Question is, should the Inventory Object be a child object or an editable root object. The actions on the Inventory table in the DB will need to be in the same transaction as the calling object (for example when the Customer Order Object records an order, the Inventory object needs to reduce stock).
This has stumped me for the moment
Thanks in advance
Bonio
Hello Bonio,
Sounds like you want to use the same business object for two different reasons. It might be better to have two business objects - one for the read-only list and another for the editable one.
I had a similar question here http://forums.lhotka.net/forums/thread/1658.aspx . There's some good information in that thread.
Mike
Hi Mike
Thanks for the reply.
Thinking about the use case, the Inventory object needs to sometimes take commands from other objects whilst on one occaision at least it needs to be directly accessible (for stock adjustments). Am looking at the Switchable object template and thinking this may be the solution.
Thanks again,
Bonio
Hello Bonio,
Take a look at that thread. In particular, the first response to my initial question.
"As soon as you say "sometimes I may want to..." you are almost certainly describing a different use case."
I used to think that one database table = one business object. That's not the case. It's perfectly acceptable to have multiple business objects that act on different tables in different ways.
Regards,
Mike
Having studied the use case a bit more carefully, the Inventory object will need to be used both in a Child situation (when performing stock actions for Customer Orders etc) and also as an Editable Root Object (for example when a stock adjustment needs to be performed). So, I think an switchable object might be the best solution.
Yours, ever confused...
Bonio
A further thought on this question:
In Rocky's book he uses the Assigment class to aide collaboration between two other classes. My issue is this: I have an Inventory class that contains methods etc that need to be accessed by other classes (such as order entry etc).
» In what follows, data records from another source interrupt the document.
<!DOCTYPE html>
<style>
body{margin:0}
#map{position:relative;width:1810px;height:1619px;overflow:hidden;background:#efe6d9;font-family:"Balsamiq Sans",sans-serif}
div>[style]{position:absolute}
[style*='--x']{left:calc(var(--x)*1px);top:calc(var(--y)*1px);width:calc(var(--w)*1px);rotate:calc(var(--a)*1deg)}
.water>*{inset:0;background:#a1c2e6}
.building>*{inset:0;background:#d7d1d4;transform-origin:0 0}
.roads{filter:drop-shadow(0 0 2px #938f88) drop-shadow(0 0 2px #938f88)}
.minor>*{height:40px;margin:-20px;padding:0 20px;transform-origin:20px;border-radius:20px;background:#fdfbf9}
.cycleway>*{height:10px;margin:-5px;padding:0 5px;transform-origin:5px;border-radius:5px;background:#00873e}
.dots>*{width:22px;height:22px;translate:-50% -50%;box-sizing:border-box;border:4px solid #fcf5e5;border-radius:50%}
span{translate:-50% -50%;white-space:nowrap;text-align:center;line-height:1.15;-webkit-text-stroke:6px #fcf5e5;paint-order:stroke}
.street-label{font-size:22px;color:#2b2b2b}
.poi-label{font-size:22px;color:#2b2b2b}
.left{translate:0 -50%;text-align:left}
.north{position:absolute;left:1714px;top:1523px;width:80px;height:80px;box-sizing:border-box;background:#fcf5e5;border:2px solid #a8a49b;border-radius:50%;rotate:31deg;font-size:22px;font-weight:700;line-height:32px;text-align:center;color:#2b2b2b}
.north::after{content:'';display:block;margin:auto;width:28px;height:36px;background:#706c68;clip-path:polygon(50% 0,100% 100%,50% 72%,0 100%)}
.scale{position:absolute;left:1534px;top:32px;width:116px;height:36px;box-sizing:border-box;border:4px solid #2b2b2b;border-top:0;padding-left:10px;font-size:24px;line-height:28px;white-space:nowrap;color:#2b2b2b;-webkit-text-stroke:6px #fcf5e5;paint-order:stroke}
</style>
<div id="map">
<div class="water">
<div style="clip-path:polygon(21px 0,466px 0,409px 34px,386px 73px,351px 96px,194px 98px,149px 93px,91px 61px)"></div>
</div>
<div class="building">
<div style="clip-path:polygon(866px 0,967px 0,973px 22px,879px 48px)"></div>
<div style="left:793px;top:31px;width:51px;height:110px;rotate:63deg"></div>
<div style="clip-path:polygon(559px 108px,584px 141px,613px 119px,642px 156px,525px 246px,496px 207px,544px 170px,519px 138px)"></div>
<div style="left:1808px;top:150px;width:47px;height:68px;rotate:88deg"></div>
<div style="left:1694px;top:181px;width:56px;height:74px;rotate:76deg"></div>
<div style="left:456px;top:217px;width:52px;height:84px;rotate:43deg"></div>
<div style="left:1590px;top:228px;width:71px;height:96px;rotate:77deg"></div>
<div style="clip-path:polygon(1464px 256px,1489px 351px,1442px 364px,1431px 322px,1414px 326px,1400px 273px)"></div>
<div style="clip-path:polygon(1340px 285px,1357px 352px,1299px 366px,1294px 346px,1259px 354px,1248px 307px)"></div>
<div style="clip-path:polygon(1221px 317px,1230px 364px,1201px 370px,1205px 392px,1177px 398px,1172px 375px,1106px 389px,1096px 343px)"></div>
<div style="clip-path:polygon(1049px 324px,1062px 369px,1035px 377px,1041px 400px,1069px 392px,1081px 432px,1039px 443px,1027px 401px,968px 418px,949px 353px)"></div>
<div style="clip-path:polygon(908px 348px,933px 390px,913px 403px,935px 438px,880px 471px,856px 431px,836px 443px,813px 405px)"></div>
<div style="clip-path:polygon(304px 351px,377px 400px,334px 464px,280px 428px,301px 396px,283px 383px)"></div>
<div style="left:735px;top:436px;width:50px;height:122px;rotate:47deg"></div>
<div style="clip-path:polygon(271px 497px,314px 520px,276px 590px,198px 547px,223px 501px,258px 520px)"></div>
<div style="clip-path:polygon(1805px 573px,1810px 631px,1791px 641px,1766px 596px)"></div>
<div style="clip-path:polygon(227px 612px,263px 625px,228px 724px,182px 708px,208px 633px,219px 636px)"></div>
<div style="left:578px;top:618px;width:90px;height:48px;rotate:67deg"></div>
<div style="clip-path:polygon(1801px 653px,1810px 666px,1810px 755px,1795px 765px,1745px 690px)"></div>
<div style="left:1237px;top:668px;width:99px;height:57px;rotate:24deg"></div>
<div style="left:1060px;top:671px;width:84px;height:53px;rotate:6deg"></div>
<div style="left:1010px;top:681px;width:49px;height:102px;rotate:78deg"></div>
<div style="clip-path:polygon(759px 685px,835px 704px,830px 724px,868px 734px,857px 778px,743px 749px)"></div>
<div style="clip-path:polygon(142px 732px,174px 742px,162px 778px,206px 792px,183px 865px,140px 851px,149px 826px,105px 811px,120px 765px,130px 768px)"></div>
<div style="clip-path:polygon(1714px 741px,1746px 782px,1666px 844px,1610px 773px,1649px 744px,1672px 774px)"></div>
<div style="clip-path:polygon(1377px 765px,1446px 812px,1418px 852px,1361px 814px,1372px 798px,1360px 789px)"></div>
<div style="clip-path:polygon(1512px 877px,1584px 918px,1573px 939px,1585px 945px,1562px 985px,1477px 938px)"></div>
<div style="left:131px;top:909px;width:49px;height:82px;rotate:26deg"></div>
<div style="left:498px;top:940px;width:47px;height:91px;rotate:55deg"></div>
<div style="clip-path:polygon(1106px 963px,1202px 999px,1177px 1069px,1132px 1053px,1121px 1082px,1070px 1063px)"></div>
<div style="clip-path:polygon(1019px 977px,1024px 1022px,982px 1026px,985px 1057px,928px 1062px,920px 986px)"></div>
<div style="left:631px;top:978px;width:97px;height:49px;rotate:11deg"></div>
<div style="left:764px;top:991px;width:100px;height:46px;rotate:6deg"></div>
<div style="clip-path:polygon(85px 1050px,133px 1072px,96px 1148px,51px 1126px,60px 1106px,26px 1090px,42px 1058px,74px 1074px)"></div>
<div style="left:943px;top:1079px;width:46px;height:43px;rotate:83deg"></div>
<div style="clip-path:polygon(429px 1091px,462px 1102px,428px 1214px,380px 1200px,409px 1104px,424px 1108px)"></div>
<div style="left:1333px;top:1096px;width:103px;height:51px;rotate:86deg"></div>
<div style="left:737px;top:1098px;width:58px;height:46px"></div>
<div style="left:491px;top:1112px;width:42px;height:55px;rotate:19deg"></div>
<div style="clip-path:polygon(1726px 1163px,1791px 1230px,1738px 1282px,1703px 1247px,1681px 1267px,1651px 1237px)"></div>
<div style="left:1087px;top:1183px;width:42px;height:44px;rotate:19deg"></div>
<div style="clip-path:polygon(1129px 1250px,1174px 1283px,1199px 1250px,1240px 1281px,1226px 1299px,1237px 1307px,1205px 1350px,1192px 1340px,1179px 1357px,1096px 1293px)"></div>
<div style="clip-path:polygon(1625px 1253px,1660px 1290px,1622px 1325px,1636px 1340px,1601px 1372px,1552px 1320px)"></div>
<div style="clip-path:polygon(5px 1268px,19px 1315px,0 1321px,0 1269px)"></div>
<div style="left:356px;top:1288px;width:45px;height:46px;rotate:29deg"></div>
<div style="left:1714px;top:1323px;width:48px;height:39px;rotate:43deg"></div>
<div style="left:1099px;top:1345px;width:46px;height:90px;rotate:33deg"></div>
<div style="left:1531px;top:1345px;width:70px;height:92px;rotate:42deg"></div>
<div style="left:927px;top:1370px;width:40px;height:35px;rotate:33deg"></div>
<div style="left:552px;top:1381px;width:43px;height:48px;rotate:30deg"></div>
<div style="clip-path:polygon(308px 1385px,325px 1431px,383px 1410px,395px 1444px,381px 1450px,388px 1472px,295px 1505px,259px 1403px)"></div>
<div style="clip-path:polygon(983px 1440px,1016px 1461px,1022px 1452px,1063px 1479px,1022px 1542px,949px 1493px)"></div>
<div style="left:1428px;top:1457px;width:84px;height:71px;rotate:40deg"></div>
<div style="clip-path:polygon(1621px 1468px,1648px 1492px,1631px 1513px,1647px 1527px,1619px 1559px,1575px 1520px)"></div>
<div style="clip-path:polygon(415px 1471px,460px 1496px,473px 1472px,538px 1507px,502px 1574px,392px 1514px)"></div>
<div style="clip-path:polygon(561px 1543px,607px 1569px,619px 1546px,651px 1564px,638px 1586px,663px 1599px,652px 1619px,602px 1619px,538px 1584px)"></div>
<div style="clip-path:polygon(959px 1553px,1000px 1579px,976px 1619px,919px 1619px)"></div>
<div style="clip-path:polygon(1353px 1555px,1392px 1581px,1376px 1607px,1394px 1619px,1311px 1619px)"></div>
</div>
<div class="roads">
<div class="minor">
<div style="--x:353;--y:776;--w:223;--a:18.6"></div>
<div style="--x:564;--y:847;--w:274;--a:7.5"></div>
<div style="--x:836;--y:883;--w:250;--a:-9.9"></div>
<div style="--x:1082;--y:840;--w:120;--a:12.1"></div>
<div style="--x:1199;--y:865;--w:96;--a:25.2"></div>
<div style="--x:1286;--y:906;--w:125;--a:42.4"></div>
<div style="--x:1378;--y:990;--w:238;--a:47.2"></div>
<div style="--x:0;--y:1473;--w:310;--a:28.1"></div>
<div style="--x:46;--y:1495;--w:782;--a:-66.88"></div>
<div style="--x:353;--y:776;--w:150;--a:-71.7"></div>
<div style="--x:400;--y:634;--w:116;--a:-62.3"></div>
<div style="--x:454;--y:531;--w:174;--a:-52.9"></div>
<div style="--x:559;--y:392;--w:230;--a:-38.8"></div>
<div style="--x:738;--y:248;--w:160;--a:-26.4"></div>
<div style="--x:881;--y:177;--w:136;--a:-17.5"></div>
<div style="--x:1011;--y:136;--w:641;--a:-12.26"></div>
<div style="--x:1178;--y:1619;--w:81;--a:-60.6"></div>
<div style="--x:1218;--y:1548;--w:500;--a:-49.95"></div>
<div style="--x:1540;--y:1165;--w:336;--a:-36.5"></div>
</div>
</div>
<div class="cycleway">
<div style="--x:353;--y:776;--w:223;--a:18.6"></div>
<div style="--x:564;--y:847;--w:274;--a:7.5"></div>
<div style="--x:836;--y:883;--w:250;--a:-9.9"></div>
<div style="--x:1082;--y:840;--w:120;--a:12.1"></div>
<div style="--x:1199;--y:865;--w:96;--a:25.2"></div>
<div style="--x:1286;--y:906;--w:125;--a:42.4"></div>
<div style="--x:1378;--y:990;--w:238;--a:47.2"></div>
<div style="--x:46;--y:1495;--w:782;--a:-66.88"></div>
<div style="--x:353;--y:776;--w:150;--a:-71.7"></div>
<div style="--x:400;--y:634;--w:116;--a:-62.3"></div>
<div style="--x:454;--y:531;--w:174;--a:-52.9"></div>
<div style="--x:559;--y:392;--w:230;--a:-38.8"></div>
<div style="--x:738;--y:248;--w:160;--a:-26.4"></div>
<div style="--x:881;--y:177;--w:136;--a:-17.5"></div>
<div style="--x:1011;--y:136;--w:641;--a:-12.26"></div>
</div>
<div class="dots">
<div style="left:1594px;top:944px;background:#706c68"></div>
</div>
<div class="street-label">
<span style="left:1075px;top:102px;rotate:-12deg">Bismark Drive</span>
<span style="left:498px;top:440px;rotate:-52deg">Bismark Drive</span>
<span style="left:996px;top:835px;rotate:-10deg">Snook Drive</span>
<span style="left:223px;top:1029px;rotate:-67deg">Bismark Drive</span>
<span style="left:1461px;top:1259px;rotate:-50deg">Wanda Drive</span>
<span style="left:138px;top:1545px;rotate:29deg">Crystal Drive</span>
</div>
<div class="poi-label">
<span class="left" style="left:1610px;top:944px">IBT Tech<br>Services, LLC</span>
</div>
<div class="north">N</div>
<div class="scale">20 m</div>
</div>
I currently have the Inventory class configured as an editable root object as I need some of this functionality.
Being a noob to all this, my question is can I instantiate a editable root object [ERO] within the context of another ERO? For example, could I instantiate the Inventory class within the Order Entry class, use some of its methods to update average costs, stock levels etc and then re-use the object to support the Goods Receiving class or the Return to Vendor class [transactionally as well]?
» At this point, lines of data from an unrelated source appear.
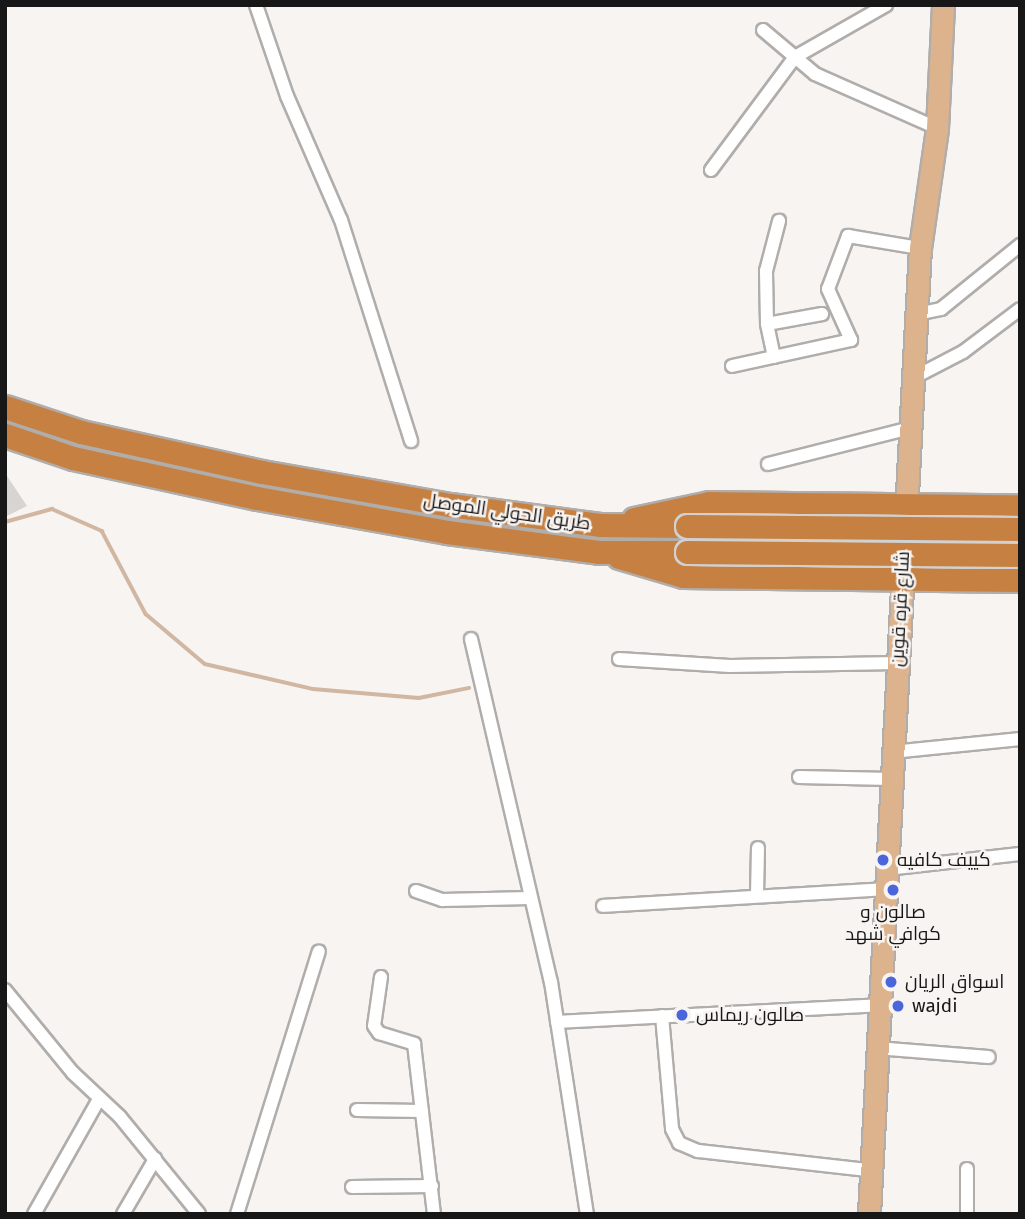 <!DOCTYPE html>
<html>
<head>
<meta charset="utf-8">
<style>
  body { margin:0 }
  #map { position:relative; width:1025px; height:1219px; overflow:hidden; background:#f7f4f2; font-family:"Fira Sans",Cairo,sans-serif }
  div>[style] { position:absolute }
  .stream>* { height:3.5px; margin:-1.75px; padding:0 1.75px; transform-origin:1.75px; border-radius:1.75px; background:#d1b7a2 }
  .building>* { inset:0; background:#d7d4d1 }
  .roads { filter:drop-shadow(2px 0 #b0adab) drop-shadow(-2px 0 #b0adab) drop-shadow(0 2px #b0adab) drop-shadow(0 -2px #b0adab) }
  .minor>* { height:12px; margin:-6px; padding:0 6px; transform-origin:6px; border-radius:6px; background:#fff }
  .primary>* { height:21px; margin:-10.5px; padding:0 10.5px; transform-origin:10.5px; border-radius:10.5px; background:#ddb38e }
  .motorway>* { height:23px; margin:-11.5px; padding:0 11.5px; transform-origin:11.5px; border-radius:11.5px; background:#c68042 }
  .bridges { filter:drop-shadow(2px 0 #d1d1d1) drop-shadow(-2px 0 #d1d1d1) drop-shadow(0 2px #d1d1d1) drop-shadow(0 -2px #d1d1d1) }
  .motorway-bridge>* { height:23px; margin:-11.5px; padding:0 11.5px; transform-origin:11.5px; border-radius:11.5px; background:#c68042 }
  .dots>* { width:19px; height:19px; translate:-50% -50%; box-sizing:border-box; border:4px solid #f7f4f2; border-radius:50% }
  span { translate:-50% -50%; white-space:nowrap; text-align:center; line-height:1.15; -webkit-text-stroke:5px #f7f4f2; paint-order:stroke }
  .street-label { font-size:19px; color:#181717 }
  .poi-label { font-size:19px; color:#181717 }
  .left { translate:0 -50%; text-align:left }
  .frame { position:absolute; inset:0; border:7px solid #181717; pointer-events:none }
</style>
</head>
<body>
<div id="map">
  <div class="stream">
    <i style="left:5px;top:522px;width:49px;rotate:-15.5deg"></i>
    <i style="left:52px;top:509px;width:55px;rotate:23.7deg"></i>
    <i style="left:102px;top:531px;width:94px;rotate:62.1deg"></i>
    <i style="left:146px;top:614px;width:77px;rotate:40.3deg"></i>
    <i style="left:205px;top:664px;width:111px;rotate:13deg"></i>
    <i style="left:313px;top:689px;width:106px;rotate:4.9deg"></i>
    <i style="left:419px;top:698px;width:51px;rotate:-11.3deg"></i>
  </div>
  <div class="building">
    <i style="clip-path:polygon(5px 473px,27px 506px,5px 517px)"></i>
  </div>
  <div class="roads">
    <div class="minor">
      <i style="left:256px;top:5px;width:96px;rotate:71.2deg"></i>
      <i style="left:287px;top:96px;width:135px;rotate:66.5deg"></i>
      <i style="left:341px;top:220px;width:232px;rotate:72.4deg"></i>
      <i style="left:763px;top:30px;width:68px;rotate:40.2deg"></i>
      <i style="left:815px;top:74px;width:133px;rotate:23.9deg"></i>
      <i style="left:711px;top:170px;width:141px;rotate:-53.4deg"></i>
      <i style="left:795px;top:57px;width:105px;rotate:-29.7deg"></i>
      <i style="left:917px;top:314px;width:25px;rotate:-12deg"></i>
      <i style="left:941px;top:309px;width:102px;rotate:-39deg"></i>
      <i style="left:767px;top:324px;width:53px;rotate:-91.1deg"></i>
      <i style="left:766px;top:271px;width:52px;rotate:-75.4deg"></i>
      <i style="left:774px;top:357px;width:34px;rotate:-102deg"></i>
      <i style="left:767px;top:324px;width:56px;rotate:-10.3deg"></i>
      <i style="left:732px;top:366px;width:122px;rotate:-12.3deg"></i>
      <i style="left:851px;top:340px;width:56px;rotate:-114.3deg"></i>
      <i style="left:828px;top:289px;width:57px;rotate:-69.3deg"></i>
      <i style="left:848px;top:236px;width:73px;rotate:9.5deg"></i>
      <i style="left:913px;top:378px;width:56px;rotate:-27.5deg"></i>
      <i style="left:963px;top:352px;width:71px;rotate:-37deg"></i>
      <i style="left:768px;top:464px;width:146px;rotate:-14.2deg"></i>
      <i style="left:471px;top:639px;width:352px;rotate:76.9deg"></i>
      <i style="left:551px;top:982px;width:235px;rotate:81.2deg"></i>
      <i style="left:619px;top:659px;width:111px;rotate:3.6deg"></i>
      <i style="left:730px;top:666px;width:167px;rotate:-1deg"></i>
      <i style="left:892px;top:752px;width:129px;rotate:-5.8deg"></i>
      <i style="left:799px;top:777px;width:92px;rotate:1.2deg"></i>
      <i style="left:886px;top:869px;width:135px;rotate:-6.4deg"></i>
      <i style="left:416px;top:891px;width:28px;rotate:19deg"></i>
      <i style="left:442px;top:900px;width:88px;rotate:-1.3deg"></i>
      <i style="left:757px;top:895px;width:47px;rotate:-88.8deg"></i>
      <i style="left:603px;top:906px;width:283px;rotate:-3.4deg"></i>
      <i style="left:381px;top:977px;width:49px;rotate:98.1deg"></i>
      <i style="left:374px;top:1026px;width:9px;rotate:54deg"></i>
      <i style="left:379px;top:1033px;width:37px;rotate:17deg"></i>
      <i style="left:414px;top:1044px;width:171px;rotate:83.3deg"></i>
      <i style="left:5px;top:990px;width:107px;rotate:50.7deg"></i>
      <i style="left:73px;top:1073px;width:64px;rotate:43.1deg"></i>
      <i style="left:120px;top:1117px;width:125px;rotate:50.8deg"></i>
      <i style="left:662px;top:1016px;width:113px;rotate:84.9deg"></i>
      <i style="left:672px;top:1129px;width:16px;rotate:63deg"></i>
      <i style="left:679px;top:1143px;width:21px;rotate:23deg"></i>
      <i style="left:698px;top:1151px;width:171px;rotate:6.4deg"></i>
      <i style="left:557px;top:1022px;width:321px;rotate:-3deg"></i>
      <i style="left:876px;top:1048px;width:113px;rotate:4.6deg"></i>
      <i style="left:357px;top:1110px;width:65px;rotate:0.9deg"></i>
      <i style="left:352px;top:1187px;width:80px;rotate:-0.7deg"></i>
      <i style="left:34px;top:1214px;width:132px;rotate:-60.5deg"></i>
      <i style="left:123px;top:1214px;width:64px;rotate:-59.8deg"></i>
      <i style="left:237px;top:1214px;width:275px;rotate:-72.7deg"></i>
      <i style="left:967px;top:1214px;width:45px;rotate:-90deg"></i>
    </div>
    <div class="primary">
      <i style="left:869px;top:1214px;width:967px;rotate:-86.98deg"></i>
      <i style="left:920px;top:248px;width:121px;rotate:-81.9deg"></i>
      <i style="left:937px;top:128px;width:123px;rotate:-87.2deg"></i>
    </div>
    <div class="motorway">
      <i style="left:5px;top:407px;width:80px;rotate:18.2deg"></i>
      <i style="left:81px;top:432px;width:185px;rotate:12.5deg"></i>
      <i style="left:262px;top:472px;width:191px;rotate:10deg"></i>
      <i style="left:450px;top:505px;width:151px;rotate:7.6deg"></i>
      <i style="left:600px;top:525px;width:87px;rotate:0.7deg"></i>
      <i style="left:5px;top:435px;width:72px;rotate:18.7deg"></i>
      <i style="left:73px;top:458px;width:188px;rotate:12.3deg"></i>
      <i style="left:257px;top:498px;width:193px;rotate:10.1deg"></i>
      <i style="left:447px;top:532px;width:153px;rotate:7.5deg"></i>
      <i style="left:599px;top:552px;width:88px"></i>
      <i style="left:634px;top:519px;width:77px;rotate:-12deg"></i>
      <i style="left:709px;top:503px;width:311px;rotate:0.6deg"></i>
      <i style="left:619px;top:557px;width:67px;rotate:16.5deg"></i>
      <i style="left:683px;top:576px;width:337px;rotate:0.7deg"></i>
    </div>
  </div>
  <div class="bridges">
    <div class="motorway-bridge">
      <i style="left:687px;top:526px;width:333px;rotate:0.5deg"></i>
      <i style="left:687px;top:552px;width:333px;rotate:0.5deg"></i>
    </div>
  </div>
  <div class="dots">
    <i style="left:883px;top:860px;background:#4b66da"></i>
    <i style="left:893px;top:890px;background:#4b66da"></i>
    <i style="left:891px;top:982px;background:#4b66da"></i>
    <i style="left:898px;top:1006px;background:#4b66da"></i>
    <i style="left:682px;top:1015px;background:#4b66da"></i>
  </div>
  <div class="street-label">
    <span style="left:507px;top:512px;rotate:8deg">طريق الحولي الموصل</span>
    <span style="left:900px;top:609px;rotate:-87deg">شارع قره قوين</span>
  </div>
  <div class="poi-label">
    <span class="left" style="left:897px;top:860px">كييف كافيه</span>
    <span style="left:893px;top:923px">صالون و<br>كوافي شهد</span>
    <span class="left" style="left:905px;top:982px">اسواق الريان</span>
    <span class="left" style="left:912px;top:1006px">wajdi</span>
    <span class="left" style="left:696px;top:1015px">صالون ريماس</span>
  </div>
  <div class="frame"></div>
</div>
</body>
</html>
Apologies if I am labouring the point, but this is really stressing me at the mo
Thanks in advance
Bonio
Hi Bonio,
I understand your confusion.
In Rocky's book (Expert C# 2005 BO, p. 50), there's a little piece of information that really helped me understand one of the basic proinciples behind CSLA.
Here Rocky describes a Customer class and an Invoice class, and brings up the point that an Invoice might need Customer data. He says that a "naive solution would be to have the Invoice object make use of the Customer object".
The prefered solution is to have the Invoice directly access the customer data.
Hope this helps.
Thanks for the reply Lukky.
Surely though, if I cannot get business objects to co-operate with each other, it will mean having to duplicate the same piece of code across multiple objects e.g. the same logic for calculating average cost will have to be reproduced in 5 or 6 objects - surely this isn't logical?
Thanks
Bonio
Bonio:Thanks for the reply Lukky.
Surely though, if I cannot get business objects to co-operate with each other, it will mean having to duplicate the same piece of code across multiple objects e.g. the same logic for calculating average cost will have to be reproduced in 5 or 6 objects - surely this isn't logical?
Thanks
Bonio
Bonio:Surely though, if I cannot get business objects to co-operate with each other, it will mean having to duplicate the same piece of code across multiple objects e.g. the same logic for calculating average cost will have to be reproduced in 5 or 6 objects - surely this isn't logical?
The whole point is precisely to normalize behavior in such a way that it is implemented only once in your application. In your case, the fact that you need that behavior in 5 or 6 places clearly indicates that you need to normalize it.
Tom and ajj's suggestion are different way to achieve this normalization. Just like Rocky's example (Assignement class), you need to figure out the comon behavior, and pull it out from these classes.
I have myself re-read chapter 6 today, and the more I read about this behavior normalization, the more I like it.